* [Goal of the exercise]: Which lines in the entries below contain the string "north"? Show each of them in full.
START Input
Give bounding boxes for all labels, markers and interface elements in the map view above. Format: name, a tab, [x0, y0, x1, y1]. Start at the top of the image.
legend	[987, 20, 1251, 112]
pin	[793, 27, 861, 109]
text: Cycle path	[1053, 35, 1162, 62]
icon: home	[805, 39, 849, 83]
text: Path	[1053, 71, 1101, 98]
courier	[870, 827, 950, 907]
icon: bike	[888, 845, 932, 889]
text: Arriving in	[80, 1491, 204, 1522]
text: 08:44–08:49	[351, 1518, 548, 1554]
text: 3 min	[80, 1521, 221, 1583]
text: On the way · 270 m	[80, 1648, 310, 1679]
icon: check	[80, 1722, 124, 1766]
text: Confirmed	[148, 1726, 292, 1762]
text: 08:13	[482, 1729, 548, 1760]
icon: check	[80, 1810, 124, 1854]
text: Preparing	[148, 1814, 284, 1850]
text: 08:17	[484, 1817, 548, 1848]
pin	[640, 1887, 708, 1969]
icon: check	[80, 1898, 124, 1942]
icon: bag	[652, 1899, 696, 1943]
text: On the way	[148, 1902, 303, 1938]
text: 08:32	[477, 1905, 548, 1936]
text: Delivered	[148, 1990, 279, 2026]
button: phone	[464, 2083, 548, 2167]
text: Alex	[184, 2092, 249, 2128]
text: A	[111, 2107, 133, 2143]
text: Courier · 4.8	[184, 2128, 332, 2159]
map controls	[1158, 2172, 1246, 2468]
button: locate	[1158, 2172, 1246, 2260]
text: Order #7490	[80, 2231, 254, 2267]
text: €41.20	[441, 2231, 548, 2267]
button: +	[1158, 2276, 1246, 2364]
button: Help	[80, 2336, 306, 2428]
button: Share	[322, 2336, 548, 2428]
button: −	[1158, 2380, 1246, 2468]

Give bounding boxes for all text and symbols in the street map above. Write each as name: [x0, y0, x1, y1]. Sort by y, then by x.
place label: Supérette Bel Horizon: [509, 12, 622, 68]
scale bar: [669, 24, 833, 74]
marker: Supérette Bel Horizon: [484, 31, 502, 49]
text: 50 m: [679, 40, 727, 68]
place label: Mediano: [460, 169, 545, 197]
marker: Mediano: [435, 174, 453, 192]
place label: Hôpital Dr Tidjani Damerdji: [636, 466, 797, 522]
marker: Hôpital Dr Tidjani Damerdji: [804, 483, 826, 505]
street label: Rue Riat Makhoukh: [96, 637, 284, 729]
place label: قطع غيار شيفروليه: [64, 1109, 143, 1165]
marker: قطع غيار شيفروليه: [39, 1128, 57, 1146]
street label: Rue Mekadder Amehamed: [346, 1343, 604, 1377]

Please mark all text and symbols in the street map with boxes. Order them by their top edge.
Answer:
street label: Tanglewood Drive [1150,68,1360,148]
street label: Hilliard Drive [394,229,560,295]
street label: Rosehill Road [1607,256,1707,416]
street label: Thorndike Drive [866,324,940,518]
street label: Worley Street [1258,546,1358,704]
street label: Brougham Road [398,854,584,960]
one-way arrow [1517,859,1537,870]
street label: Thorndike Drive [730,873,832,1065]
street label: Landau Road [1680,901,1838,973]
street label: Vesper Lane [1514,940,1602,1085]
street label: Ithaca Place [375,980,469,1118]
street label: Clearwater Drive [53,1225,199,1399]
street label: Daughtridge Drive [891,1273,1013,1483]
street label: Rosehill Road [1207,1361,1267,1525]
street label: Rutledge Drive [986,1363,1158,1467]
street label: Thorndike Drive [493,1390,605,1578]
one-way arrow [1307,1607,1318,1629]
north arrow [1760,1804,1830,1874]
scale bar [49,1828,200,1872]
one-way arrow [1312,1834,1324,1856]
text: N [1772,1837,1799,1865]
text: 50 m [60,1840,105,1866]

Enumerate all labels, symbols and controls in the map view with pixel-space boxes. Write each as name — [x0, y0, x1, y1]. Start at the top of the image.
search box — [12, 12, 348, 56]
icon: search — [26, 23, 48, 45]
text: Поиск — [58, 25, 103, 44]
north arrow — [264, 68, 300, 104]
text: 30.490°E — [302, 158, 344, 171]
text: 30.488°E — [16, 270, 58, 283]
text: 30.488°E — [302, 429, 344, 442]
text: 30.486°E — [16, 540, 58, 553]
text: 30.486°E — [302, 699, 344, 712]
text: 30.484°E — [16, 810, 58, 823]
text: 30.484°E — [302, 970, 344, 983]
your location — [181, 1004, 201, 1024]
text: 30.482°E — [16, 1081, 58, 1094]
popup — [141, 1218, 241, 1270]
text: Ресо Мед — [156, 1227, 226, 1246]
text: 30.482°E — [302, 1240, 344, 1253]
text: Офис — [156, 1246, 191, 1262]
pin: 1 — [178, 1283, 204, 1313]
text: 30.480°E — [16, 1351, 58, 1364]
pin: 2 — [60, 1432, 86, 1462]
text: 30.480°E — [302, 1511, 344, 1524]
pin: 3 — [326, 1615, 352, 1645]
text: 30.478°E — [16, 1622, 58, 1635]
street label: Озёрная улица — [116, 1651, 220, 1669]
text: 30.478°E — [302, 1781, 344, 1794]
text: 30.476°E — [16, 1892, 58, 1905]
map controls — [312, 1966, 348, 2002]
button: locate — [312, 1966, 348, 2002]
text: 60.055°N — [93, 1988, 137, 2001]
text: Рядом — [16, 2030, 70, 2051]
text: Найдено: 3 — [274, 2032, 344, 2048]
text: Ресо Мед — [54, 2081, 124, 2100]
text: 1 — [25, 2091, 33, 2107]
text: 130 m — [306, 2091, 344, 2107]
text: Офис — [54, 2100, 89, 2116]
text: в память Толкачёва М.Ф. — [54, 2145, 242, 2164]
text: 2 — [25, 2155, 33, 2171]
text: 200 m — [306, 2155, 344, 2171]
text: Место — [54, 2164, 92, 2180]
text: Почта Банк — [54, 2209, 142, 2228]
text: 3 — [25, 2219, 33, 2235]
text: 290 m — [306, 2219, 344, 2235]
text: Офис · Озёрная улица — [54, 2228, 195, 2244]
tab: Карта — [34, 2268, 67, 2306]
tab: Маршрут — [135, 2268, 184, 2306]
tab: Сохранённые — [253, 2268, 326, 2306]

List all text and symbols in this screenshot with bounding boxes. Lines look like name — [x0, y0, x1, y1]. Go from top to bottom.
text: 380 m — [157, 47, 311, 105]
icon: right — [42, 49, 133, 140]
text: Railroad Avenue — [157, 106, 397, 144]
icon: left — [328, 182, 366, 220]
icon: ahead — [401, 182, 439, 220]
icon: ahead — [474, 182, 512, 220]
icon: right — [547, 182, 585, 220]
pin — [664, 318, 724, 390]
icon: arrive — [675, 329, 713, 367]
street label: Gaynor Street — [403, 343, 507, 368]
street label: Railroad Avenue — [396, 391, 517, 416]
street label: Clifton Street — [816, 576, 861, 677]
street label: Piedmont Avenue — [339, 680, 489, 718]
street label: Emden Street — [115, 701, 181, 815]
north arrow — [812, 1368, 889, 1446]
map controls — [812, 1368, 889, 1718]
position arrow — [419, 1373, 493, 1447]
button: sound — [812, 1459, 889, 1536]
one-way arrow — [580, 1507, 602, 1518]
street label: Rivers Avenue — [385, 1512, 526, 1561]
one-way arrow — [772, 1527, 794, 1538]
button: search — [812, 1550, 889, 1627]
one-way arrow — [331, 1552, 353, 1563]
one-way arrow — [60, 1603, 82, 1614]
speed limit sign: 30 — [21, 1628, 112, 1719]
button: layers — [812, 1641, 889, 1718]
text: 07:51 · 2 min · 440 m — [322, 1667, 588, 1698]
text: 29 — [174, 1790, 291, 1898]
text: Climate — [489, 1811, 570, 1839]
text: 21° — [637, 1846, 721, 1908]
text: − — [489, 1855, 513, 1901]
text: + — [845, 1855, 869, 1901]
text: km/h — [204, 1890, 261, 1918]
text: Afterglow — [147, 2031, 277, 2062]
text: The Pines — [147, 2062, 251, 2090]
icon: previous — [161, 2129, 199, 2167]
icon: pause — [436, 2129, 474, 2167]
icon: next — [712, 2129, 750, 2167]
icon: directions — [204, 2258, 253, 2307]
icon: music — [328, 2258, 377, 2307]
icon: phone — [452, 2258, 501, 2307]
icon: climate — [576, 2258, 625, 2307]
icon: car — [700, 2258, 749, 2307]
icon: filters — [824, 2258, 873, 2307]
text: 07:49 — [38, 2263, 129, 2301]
END Input
* [Your solution]:
north arrow [1760,1804,1830,1874]
north arrow — [264, 68, 300, 104]
north arrow — [812, 1368, 889, 1446]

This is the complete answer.